March 28, 2024

Bucks: Consumer Reports Offers New Comparison Tool

Consumer Reports has long offered rankings and comparisons of products as diverse as cars, vacuum cleaners and televisions. Now the magazine’s online counterpart, consumerreports.org, has teamed up with the bill comparison site Billshrink.com to help shoppers evaluate the services that go along with some of those products.

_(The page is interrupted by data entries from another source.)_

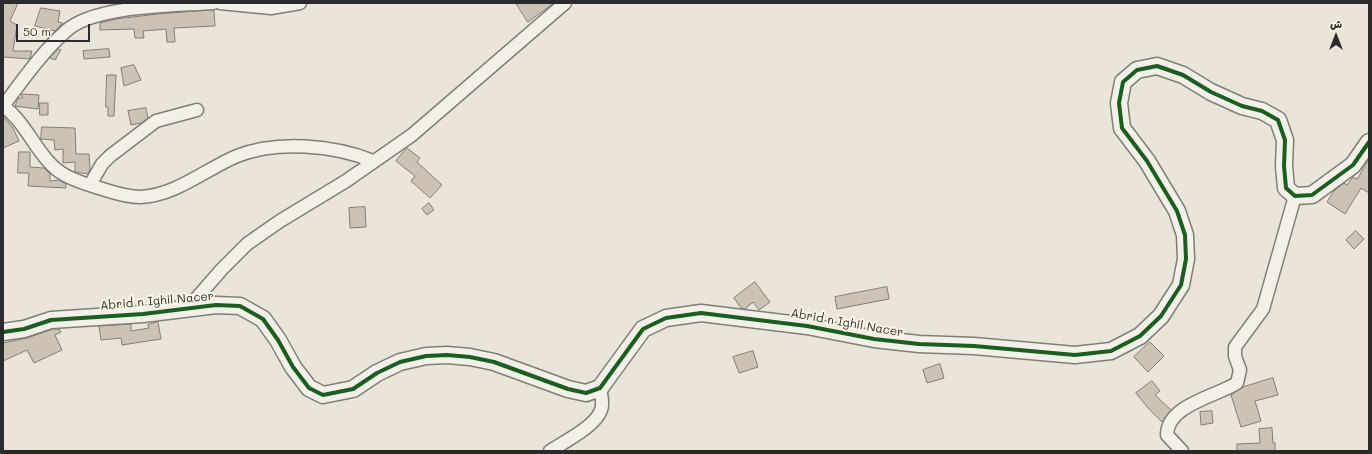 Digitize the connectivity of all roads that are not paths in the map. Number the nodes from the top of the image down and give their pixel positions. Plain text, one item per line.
1 (213, 3) edge
2 (220, 3) edge
3 (300, 3) edge
4 (565, 3) edge
5 (3, 106) edge
6 (196, 110) dead end
7 (1369, 142) edge
8 (373, 161) junction
9 (90, 185) junction
10 (1295, 196) junction
11 (188, 308) junction
12 (3, 332) edge
13 (600, 388) junction
14 (550, 451) edge
15 (1182, 451) edge

1 - 5 street
2 - 3 street
4 - 8 street
5 - 9 street
6 - 9 street
7 - 10 street
8 - 9 street
8 - 11 street
10 - 13 street, Abrid n Ighil Nacer
10 - 15 street
11 - 12 street, Abrid n Ighil Nacer
11 - 13 street, Abrid n Ighil Nacer
13 - 14 street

Billshrink, which was the subject of  a previous Bucks post, aims to help consumers find the best deals on the services they use every day, like cellphone, television and cable service, as well as credit cards and even gasoline. Started three years ago, Billshrink lets consumers enter their own actual billing and use data — they can allow the site direct access to their personal account information, if they wish — and analyzes which provider and plan would save them the most money. If the consumer switches service as a result of the inquiry, Billshrink collects a fee from the new provider. The company has no preference for one provider over another, Schwark Satyavolu, Billshrink’s chief executive, said. “We consider ourselves the Consumer Reports of services.”

Now, when visitors to consumerreports.org shop for, say, cellphones, they will also see a link to Billshrink, which will take them to a co-branded Web site where they can perhaps find a wireless plan that makes more sense than the one they currently have. (Visitors are first warned that they are leaving the Consumer Reports Web site). Visitors to the television set rankings can link to cable or satellite plans, and car shoppers will be offered the chance to search for better gasoline prices.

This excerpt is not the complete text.